#### Material shown ####

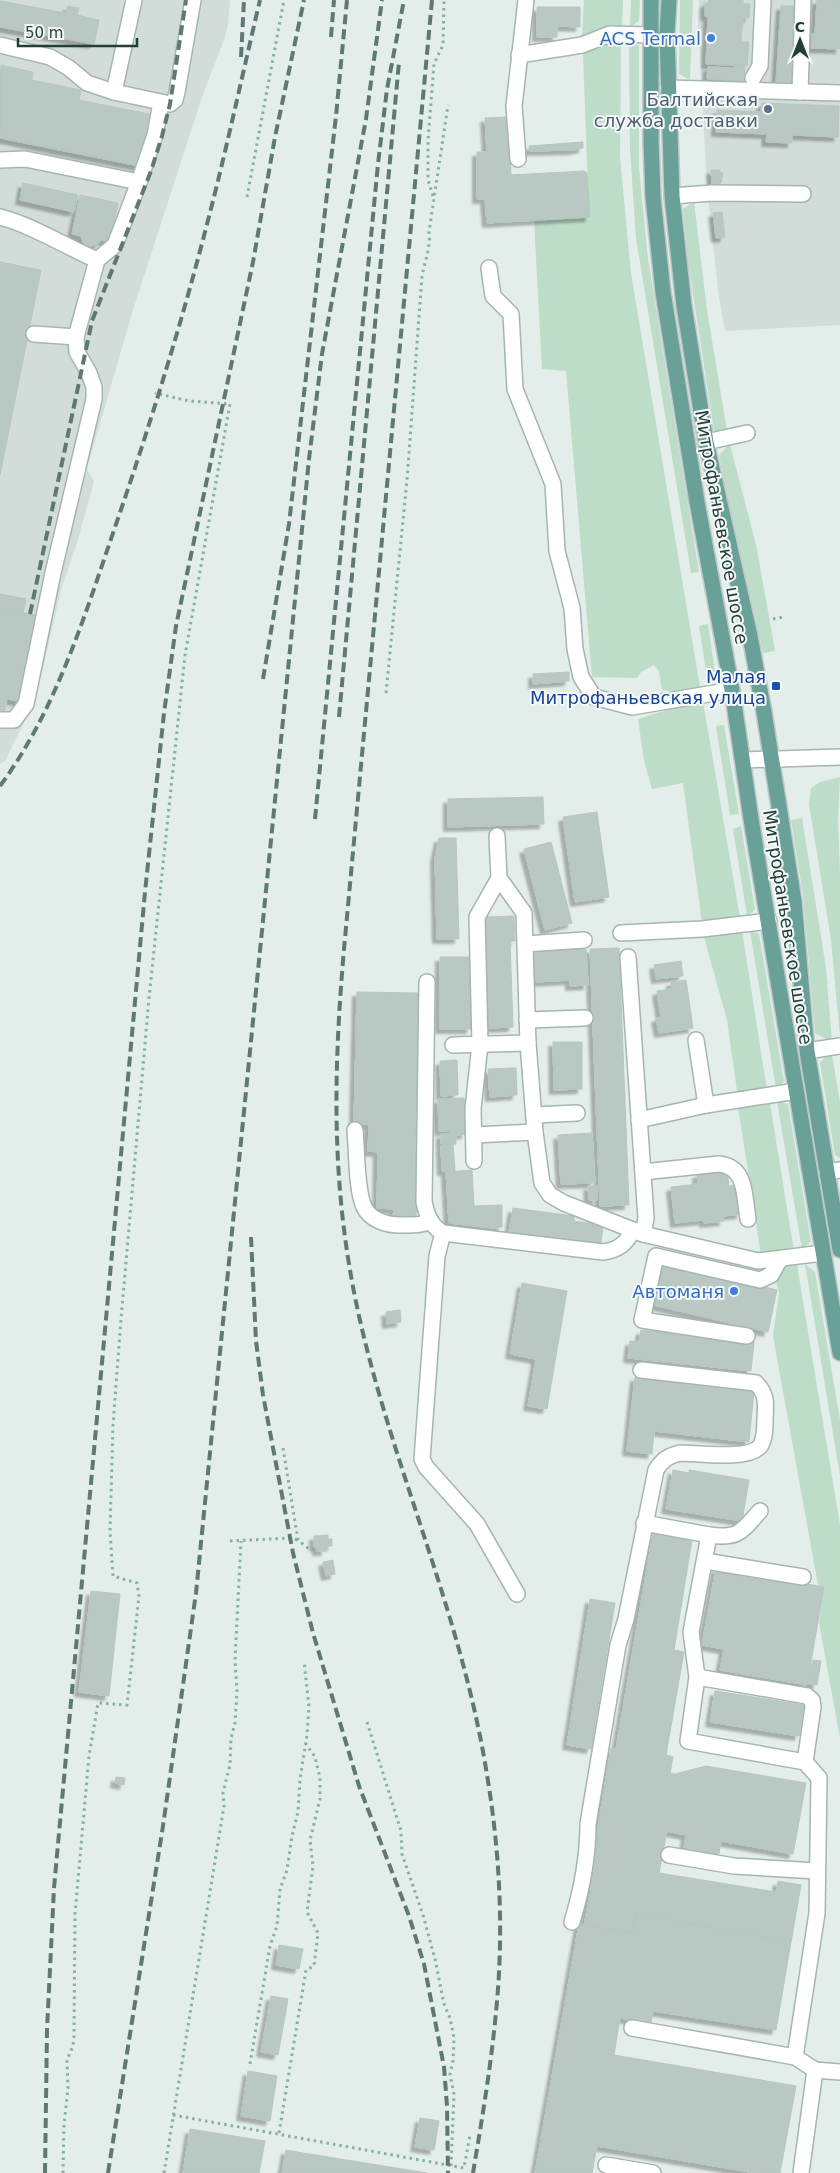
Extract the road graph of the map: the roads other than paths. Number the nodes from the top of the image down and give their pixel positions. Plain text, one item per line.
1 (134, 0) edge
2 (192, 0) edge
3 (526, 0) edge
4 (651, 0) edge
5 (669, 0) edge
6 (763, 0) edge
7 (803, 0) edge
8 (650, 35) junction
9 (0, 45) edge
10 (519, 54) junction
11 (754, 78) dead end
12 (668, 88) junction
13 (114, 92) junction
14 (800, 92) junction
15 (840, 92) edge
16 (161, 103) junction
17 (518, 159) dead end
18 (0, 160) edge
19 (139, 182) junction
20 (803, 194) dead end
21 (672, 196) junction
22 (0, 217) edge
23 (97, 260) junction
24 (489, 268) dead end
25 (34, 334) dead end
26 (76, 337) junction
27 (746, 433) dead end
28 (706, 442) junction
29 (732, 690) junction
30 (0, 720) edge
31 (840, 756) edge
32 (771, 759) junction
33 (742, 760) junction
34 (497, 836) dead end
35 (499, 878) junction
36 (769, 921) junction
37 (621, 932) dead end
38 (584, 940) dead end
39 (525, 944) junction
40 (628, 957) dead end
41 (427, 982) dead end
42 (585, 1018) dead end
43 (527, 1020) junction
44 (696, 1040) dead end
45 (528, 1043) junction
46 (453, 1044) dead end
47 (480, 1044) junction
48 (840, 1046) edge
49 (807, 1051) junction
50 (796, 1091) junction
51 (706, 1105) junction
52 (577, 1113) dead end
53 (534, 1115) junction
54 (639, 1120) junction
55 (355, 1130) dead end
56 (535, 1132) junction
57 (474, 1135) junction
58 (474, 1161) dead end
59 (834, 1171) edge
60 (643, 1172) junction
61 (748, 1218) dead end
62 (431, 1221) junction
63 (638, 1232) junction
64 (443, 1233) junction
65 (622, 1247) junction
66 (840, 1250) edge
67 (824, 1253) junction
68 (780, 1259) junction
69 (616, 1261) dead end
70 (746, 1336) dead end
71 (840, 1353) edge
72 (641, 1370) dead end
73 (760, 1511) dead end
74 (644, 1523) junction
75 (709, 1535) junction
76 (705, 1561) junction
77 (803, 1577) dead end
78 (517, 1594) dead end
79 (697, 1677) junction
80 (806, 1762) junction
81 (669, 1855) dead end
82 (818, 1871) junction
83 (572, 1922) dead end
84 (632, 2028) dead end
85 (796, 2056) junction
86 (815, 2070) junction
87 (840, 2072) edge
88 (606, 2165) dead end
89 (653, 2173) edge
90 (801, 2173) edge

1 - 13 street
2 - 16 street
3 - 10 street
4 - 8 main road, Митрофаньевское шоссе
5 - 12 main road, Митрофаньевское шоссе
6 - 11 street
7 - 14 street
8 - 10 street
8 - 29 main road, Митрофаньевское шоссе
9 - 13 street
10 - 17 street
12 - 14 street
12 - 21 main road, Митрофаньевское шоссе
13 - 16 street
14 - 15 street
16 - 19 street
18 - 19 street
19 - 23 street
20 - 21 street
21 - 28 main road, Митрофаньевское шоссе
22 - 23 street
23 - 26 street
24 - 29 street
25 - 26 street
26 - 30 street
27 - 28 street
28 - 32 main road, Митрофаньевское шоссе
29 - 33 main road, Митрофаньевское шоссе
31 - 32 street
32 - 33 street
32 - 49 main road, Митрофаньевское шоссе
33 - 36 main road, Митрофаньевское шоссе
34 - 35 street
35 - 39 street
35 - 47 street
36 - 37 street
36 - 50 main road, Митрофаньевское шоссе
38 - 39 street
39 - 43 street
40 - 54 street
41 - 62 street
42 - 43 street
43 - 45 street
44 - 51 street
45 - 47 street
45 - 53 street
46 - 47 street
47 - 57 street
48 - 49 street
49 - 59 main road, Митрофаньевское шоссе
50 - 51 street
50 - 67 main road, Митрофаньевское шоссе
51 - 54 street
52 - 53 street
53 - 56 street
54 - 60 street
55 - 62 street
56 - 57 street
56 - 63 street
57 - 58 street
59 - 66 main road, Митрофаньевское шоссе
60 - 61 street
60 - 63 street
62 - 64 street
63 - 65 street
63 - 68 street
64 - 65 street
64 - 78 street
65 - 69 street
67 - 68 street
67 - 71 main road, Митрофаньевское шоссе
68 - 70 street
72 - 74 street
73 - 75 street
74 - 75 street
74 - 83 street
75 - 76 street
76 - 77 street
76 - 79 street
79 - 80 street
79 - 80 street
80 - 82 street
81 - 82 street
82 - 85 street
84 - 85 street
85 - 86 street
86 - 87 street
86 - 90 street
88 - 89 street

####

## Exercise brief
Quote all of the entries word for word, omitting any pictures.

## Output of the task
Extract the road graph of the map: the roads other than paths. Number the nodes from the top of the image down and give their pixel positions. Plain text, one item per line.
1 (134, 0) edge
2 (192, 0) edge
3 (526, 0) edge
4 (651, 0) edge
5 (669, 0) edge
6 (763, 0) edge
7 (803, 0) edge
8 (650, 35) junction
9 (0, 45) edge
10 (519, 54) junction
11 (754, 78) dead end
12 (668, 88) junction
13 (114, 92) junction
14 (800, 92) junction
15 (840, 92) edge
16 (161, 103) junction
17 (518, 159) dead end
18 (0, 160) edge
19 (139, 182) junction
20 (803, 194) dead end
21 (672, 196) junction
22 (0, 217) edge
23 (97, 260) junction
24 (489, 268) dead end
25 (34, 334) dead end
26 (76, 337) junction
27 (746, 433) dead end
28 (706, 442) junction
29 (732, 690) junction
30 (0, 720) edge
31 (840, 756) edge
32 (771, 759) junction
33 (742, 760) junction
34 (497, 836) dead end
35 (499, 878) junction
36 (769, 921) junction
37 (621, 932) dead end
38 (584, 940) dead end
39 (525, 944) junction
40 (628, 957) dead end
41 (427, 982) dead end
42 (585, 1018) dead end
43 (527, 1020) junction
44 (696, 1040) dead end
45 (528, 1043) junction
46 (453, 1044) dead end
47 (480, 1044) junction
48 (840, 1046) edge
49 (807, 1051) junction
50 (796, 1091) junction
51 (706, 1105) junction
52 (577, 1113) dead end
53 (534, 1115) junction
54 (639, 1120) junction
55 (355, 1130) dead end
56 (535, 1132) junction
57 (474, 1135) junction
58 (474, 1161) dead end
59 (834, 1171) edge
60 (643, 1172) junction
61 (748, 1218) dead end
62 (431, 1221) junction
63 (638, 1232) junction
64 (443, 1233) junction
65 (622, 1247) junction
66 (840, 1250) edge
67 (824, 1253) junction
68 (780, 1259) junction
69 (616, 1261) dead end
70 (746, 1336) dead end
71 (840, 1353) edge
72 (641, 1370) dead end
73 (760, 1511) dead end
74 (644, 1523) junction
75 (709, 1535) junction
76 (705, 1561) junction
77 (803, 1577) dead end
78 (517, 1594) dead end
79 (697, 1677) junction
80 (806, 1762) junction
81 (669, 1855) dead end
82 (818, 1871) junction
83 (572, 1922) dead end
84 (632, 2028) dead end
85 (796, 2056) junction
86 (815, 2070) junction
87 (840, 2072) edge
88 (606, 2165) dead end
89 (653, 2173) edge
90 (801, 2173) edge

1 - 13 street
2 - 16 street
3 - 10 street
4 - 8 main road, Митрофаньевское шоссе
5 - 12 main road, Митрофаньевское шоссе
6 - 11 street
7 - 14 street
8 - 10 street
8 - 29 main road, Митрофаньевское шоссе
9 - 13 street
10 - 17 street
12 - 14 street
12 - 21 main road, Митрофаньевское шоссе
13 - 16 street
14 - 15 street
16 - 19 street
18 - 19 street
19 - 23 street
20 - 21 street
21 - 28 main road, Митрофаньевское шоссе
22 - 23 street
23 - 26 street
24 - 29 street
25 - 26 street
26 - 30 street
27 - 28 street
28 - 32 main road, Митрофаньевское шоссе
29 - 33 main road, Митрофаньевское шоссе
31 - 32 street
32 - 33 street
32 - 49 main road, Митрофаньевское шоссе
33 - 36 main road, Митрофаньевское шоссе
34 - 35 street
35 - 39 street
35 - 47 street
36 - 37 street
36 - 50 main road, Митрофаньевское шоссе
38 - 39 street
39 - 43 street
40 - 54 street
41 - 62 street
42 - 43 street
43 - 45 street
44 - 51 street
45 - 47 street
45 - 53 street
46 - 47 street
47 - 57 street
48 - 49 street
49 - 59 main road, Митрофаньевское шоссе
50 - 51 street
50 - 67 main road, Митрофаньевское шоссе
51 - 54 street
52 - 53 street
53 - 56 street
54 - 60 street
55 - 62 street
56 - 57 street
56 - 63 street
57 - 58 street
59 - 66 main road, Митрофаньевское шоссе
60 - 61 street
60 - 63 street
62 - 64 street
63 - 65 street
63 - 68 street
64 - 65 street
64 - 78 street
65 - 69 street
67 - 68 street
67 - 71 main road, Митрофаньевское шоссе
68 - 70 street
72 - 74 street
73 - 75 street
74 - 75 street
74 - 83 street
75 - 76 street
76 - 77 street
76 - 79 street
79 - 80 street
79 - 80 street
80 - 82 street
81 - 82 street
82 - 85 street
84 - 85 street
85 - 86 street
86 - 87 street
86 - 90 street
88 - 89 street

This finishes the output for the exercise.